5. The method of claim 1, wherein:
- the halves are arranged horizontally or vertically within a cell according to user selection.
6. The method of claim 1, where:
- the method is performed twice;
- once when the cell halves are oriented horizontally and a second time when the cell halves are oriented vertically, the comparison of motion index and threshold value being performed once for each orientation.

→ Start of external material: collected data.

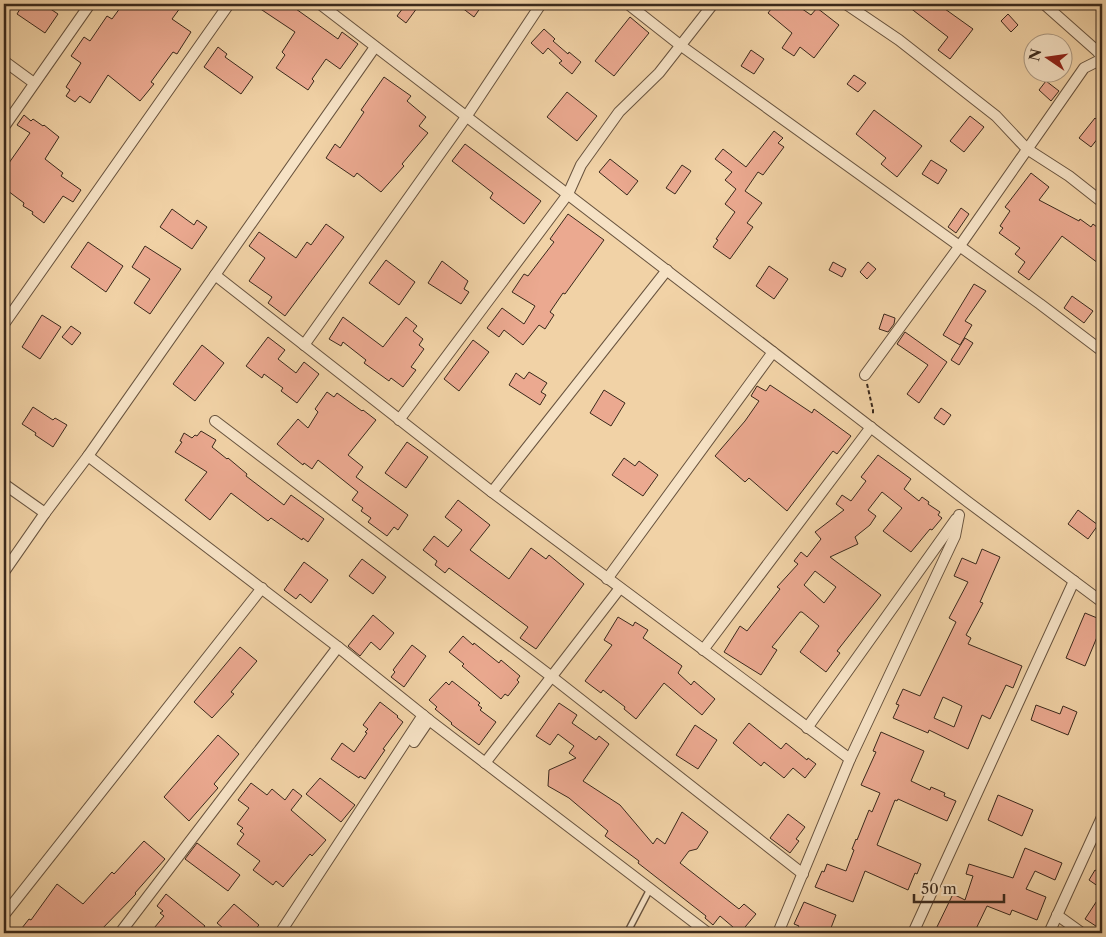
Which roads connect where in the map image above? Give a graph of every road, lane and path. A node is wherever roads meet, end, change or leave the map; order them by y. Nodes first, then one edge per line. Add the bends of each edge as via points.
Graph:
1 (90, 4) edge
2 (229, 4) edge
3 (320, 4) edge
4 (541, 4) edge
5 (628, 4) edge
6 (713, 4) edge
7 (846, 4) edge
8 (1044, 4) edge
9 (680, 45) junction
10 (375, 47) junction
11 (1102, 58) edge
12 (4, 60) edge
13 (34, 83) junction
14 (466, 117) junction
15 (4, 127) edge
16 (1027, 149) junction
17 (568, 194) junction
18 (1102, 202) edge
19 (959, 247) junction
20 (667, 270) junction
21 (215, 274) junction
22 (4, 324) edge
23 (304, 345) junction
24 (1102, 351) edge
25 (773, 352) junction
26 (865, 375) joint
27 (400, 420) junction
28 (216, 421) dead end
29 (871, 427) junction
30 (88, 456) junction
31 (4, 484) edge
32 (492, 492) junction
33 (968, 502) junction
34 (45, 513) junction
35 (959, 515) junction
36 (4, 572) edge
37 (607, 579) junction
38 (1074, 581) junction
39 (262, 588) junction
40 (620, 588) junction
41 (1102, 602) edge
42 (338, 647) junction
43 (703, 650) junction
44 (552, 677) junction
45 (426, 718) junction
46 (807, 728) junction
47 (850, 759) junction
48 (486, 763) junction
49 (1102, 817) edge
50 (803, 874) junction
51 (650, 889) junction
52 (4, 915) edge
53 (1057, 915) junction
54 (120, 933) edge
55 (282, 933) edge
56 (627, 933) edge
57 (708, 933) edge
58 (778, 933) edge
59 (913, 933) edge
60 (1049, 933) edge
61 (1082, 933) edge

1 - 13 street
2 - 22 street
3 - 10 street
4 - 14 street
5 - 9 street
6 - 9 street
7 - 16 street via 899,40 996,116
8 - 11 street
9 - 17 street via 659,73 619,112 581,165
9 - 19 street
10 - 14 street
10 - 21 street
11 - 16 street via 1084,68
12 - 13 street
13 - 15 street
14 - 17 street
14 - 23 street
16 - 18 street
16 - 19 street
17 - 20 street
17 - 27 street
19 - 24 street
19 - 26 street
20 - 25 street
20 - 32 street
21 - 23 street
21 - 30 street
23 - 27 street
25 - 29 street
25 - 37 street
26 - 29 path via 873,410
27 - 32 street
28 - 44 street
29 - 33 street
29 - 43 street
30 - 34 street
30 - 39 street
31 - 34 street
32 - 37 street
33 - 35 street
33 - 38 street
34 - 36 street
35 - 46 street
35 - 47 street via 955,536
37 - 40 street
38 - 41 street
38 - 59 street
39 - 42 street
39 - 52 street
40 - 43 street
40 - 44 street
42 - 45 street
42 - 54 street
43 - 46 street
44 - 48 street
44 - 50 street
45 - 48 street
45 - 55 street
46 - 47 street
47 - 50 street
48 - 51 street
49 - 53 street
50 - 58 street
51 - 56 lane
51 - 57 street
53 - 60 street
53 - 61 street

7. Software for detecting motion in an area, from inputs comprising first and second digital images of that area, comprising program steps for:
- identifying in a first image, at least one cell and determining a cell gradient value by:
- subdividing a first cell into first and second halves having equal numbers of pixels;
- obtaining for each pixel, a value;
- adding the values in the first half to reach a first sum;
- adding the values in the second half to reach a second sum;
- subtracting the first and second sums to calculate a difference;
- adding the first and second sums to calculate a denominator;
- dividing the difference by the denominator to result in the first cell gradient value;
- identifying the first cell in the second image and determining a second cell gradient value in accordance with the steps for determining the first cell gradient value;
- obtaining an absolute difference between the first and second cell gradient values to produce a motion index;
- comparing the motion index to a threshold value, so that motion is deemed to have occurred when the index equals or exceeds the threshold value.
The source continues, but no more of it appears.